[Work instructions]: Where does the word "main" appear in the data? Copy every line that holds it.

━━━ Exercise material ━━━

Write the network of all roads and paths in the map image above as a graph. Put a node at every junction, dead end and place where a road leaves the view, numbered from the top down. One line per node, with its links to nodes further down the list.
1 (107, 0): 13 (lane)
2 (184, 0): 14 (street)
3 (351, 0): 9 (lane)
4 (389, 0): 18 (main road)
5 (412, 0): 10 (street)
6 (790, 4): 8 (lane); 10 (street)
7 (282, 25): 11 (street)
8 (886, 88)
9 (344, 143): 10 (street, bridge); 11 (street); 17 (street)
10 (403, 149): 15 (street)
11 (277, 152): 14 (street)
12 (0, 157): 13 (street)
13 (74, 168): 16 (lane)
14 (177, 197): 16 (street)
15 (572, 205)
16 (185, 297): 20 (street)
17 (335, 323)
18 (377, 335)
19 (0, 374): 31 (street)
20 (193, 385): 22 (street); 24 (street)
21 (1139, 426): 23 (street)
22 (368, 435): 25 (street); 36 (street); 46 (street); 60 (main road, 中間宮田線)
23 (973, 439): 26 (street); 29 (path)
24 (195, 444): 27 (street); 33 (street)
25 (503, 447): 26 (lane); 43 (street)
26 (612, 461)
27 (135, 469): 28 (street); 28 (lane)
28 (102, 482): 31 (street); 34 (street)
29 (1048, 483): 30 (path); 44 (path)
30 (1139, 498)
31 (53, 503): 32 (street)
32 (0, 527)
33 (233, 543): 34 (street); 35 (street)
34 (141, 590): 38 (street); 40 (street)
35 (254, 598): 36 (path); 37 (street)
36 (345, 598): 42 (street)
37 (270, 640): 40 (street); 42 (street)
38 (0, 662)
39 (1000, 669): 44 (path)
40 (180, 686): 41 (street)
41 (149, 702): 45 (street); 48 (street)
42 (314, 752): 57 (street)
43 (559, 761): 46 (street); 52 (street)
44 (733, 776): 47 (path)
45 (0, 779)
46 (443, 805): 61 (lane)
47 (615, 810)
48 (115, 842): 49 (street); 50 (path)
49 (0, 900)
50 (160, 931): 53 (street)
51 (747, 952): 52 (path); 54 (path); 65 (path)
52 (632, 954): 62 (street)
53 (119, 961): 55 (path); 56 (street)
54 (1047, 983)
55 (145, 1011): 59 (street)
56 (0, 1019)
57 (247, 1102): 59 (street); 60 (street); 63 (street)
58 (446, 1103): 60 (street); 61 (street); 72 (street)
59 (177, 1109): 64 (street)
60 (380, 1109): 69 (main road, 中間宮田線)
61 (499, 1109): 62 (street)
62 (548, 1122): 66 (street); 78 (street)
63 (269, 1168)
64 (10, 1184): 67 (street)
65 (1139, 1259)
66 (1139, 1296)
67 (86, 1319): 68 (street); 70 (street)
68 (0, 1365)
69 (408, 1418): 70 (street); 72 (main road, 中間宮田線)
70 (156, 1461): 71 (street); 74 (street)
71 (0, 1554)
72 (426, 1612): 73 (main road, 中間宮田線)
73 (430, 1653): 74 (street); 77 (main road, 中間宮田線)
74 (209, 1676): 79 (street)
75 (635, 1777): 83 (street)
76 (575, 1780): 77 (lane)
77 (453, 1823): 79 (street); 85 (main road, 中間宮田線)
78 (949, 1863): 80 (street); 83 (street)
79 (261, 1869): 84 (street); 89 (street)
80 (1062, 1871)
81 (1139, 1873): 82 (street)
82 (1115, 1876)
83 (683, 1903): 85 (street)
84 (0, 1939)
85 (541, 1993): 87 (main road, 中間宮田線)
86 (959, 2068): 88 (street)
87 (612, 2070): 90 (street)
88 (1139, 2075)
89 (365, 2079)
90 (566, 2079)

━━━

[Response below]:
4 (389, 0): 18 (main road)
22 (368, 435): 25 (street); 36 (street); 46 (street); 60 (main road, 中間宮田線)
60 (380, 1109): 69 (main road, 中間宮田線)
69 (408, 1418): 70 (street); 72 (main road, 中間宮田線)
72 (426, 1612): 73 (main road, 中間宮田線)
73 (430, 1653): 74 (street); 77 (main road, 中間宮田線)
77 (453, 1823): 79 (street); 85 (main road, 中間宮田線)
85 (541, 1993): 87 (main road, 中間宮田線)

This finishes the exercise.